* _TASK DIRECTIONS_:
Below are the entries; return exactly the line with "wrist: (249, 471)" and every later line, without anything else.
** DATA SUPPLIED follows **
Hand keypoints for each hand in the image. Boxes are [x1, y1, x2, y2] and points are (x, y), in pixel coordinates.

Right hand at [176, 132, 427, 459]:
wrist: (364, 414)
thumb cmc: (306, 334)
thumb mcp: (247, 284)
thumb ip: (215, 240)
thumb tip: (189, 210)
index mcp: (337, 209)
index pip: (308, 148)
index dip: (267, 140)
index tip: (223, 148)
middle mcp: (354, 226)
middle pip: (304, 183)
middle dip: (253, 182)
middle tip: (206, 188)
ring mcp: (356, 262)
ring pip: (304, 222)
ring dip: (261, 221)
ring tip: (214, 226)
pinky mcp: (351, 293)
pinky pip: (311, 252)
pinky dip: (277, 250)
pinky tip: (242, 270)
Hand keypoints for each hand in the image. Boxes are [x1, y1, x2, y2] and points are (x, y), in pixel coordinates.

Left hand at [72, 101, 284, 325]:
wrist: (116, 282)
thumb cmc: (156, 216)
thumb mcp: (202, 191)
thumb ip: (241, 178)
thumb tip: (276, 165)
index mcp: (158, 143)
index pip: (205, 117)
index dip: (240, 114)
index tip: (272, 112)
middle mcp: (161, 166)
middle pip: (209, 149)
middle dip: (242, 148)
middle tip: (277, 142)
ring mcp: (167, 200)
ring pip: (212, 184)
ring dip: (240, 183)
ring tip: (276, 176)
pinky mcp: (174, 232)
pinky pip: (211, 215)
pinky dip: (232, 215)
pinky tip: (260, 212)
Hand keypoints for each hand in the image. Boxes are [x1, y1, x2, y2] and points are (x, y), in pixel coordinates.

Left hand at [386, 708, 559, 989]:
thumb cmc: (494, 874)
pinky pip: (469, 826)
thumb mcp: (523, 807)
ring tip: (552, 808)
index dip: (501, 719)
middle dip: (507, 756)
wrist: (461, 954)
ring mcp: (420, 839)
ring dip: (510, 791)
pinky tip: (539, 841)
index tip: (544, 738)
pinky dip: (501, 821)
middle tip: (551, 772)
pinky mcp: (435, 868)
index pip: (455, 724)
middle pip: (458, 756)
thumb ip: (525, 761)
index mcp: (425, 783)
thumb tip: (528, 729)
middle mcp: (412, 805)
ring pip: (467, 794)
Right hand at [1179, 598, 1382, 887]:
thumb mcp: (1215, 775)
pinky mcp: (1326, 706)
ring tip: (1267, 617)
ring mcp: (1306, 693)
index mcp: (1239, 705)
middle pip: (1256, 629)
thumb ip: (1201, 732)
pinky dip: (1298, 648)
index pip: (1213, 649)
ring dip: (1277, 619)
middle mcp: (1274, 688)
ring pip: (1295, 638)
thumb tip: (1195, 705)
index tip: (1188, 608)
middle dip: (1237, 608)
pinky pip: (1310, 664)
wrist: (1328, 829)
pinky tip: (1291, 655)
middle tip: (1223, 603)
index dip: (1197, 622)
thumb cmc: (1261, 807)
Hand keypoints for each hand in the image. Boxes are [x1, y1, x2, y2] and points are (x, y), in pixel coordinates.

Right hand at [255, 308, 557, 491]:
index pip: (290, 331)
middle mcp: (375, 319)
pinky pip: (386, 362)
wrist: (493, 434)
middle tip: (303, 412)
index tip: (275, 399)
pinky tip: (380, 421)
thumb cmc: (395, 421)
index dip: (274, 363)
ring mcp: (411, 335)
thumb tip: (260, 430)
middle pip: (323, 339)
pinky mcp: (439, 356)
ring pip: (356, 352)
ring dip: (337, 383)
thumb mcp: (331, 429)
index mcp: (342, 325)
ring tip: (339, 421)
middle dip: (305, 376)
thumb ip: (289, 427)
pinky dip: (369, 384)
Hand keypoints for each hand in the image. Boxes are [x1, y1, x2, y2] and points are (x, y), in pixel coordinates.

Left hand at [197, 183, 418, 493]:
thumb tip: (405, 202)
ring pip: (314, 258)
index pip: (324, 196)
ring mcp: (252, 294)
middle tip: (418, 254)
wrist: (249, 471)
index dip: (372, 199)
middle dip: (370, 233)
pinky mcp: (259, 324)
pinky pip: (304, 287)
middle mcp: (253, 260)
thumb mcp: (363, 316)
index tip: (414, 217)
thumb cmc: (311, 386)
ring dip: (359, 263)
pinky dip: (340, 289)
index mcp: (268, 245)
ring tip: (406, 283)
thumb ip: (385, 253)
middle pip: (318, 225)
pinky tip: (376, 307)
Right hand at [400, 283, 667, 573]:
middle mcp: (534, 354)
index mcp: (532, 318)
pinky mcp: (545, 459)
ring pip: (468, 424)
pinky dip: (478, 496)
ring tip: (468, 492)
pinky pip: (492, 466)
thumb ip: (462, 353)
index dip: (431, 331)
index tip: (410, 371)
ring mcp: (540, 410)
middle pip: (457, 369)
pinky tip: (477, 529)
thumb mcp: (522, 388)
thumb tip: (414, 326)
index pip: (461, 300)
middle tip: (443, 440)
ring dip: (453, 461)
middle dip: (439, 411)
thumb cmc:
** End of DATA SUPPLIED **
* _SOLUTION_:
wrist: (249, 471)
index dip: (372, 199)
middle dip: (370, 233)
pinky mcp: (259, 324)
pinky pip: (304, 287)
middle mcp: (253, 260)
thumb mcp: (363, 316)
index tip: (414, 217)
thumb cmc: (311, 386)
ring dip: (359, 263)
pinky dip: (340, 289)
index mcp: (268, 245)
ring tip: (406, 283)
thumb ip: (385, 253)
middle pip: (318, 225)
pinky tip: (376, 307)
Right hand at [400, 283, 667, 573]:
middle mcp: (534, 354)
index mcp: (532, 318)
pinky mcp: (545, 459)
ring pip: (468, 424)
pinky dip: (478, 496)
ring tip: (468, 492)
pinky pip: (492, 466)
thumb ip: (462, 353)
index dip: (431, 331)
index tip: (410, 371)
ring mcp: (540, 410)
middle pip: (457, 369)
pinky tip: (477, 529)
thumb mcp: (522, 388)
thumb tip: (414, 326)
index pip: (461, 300)
middle tip: (443, 440)
ring dip: (453, 461)
middle dip: (439, 411)
thumb cmc:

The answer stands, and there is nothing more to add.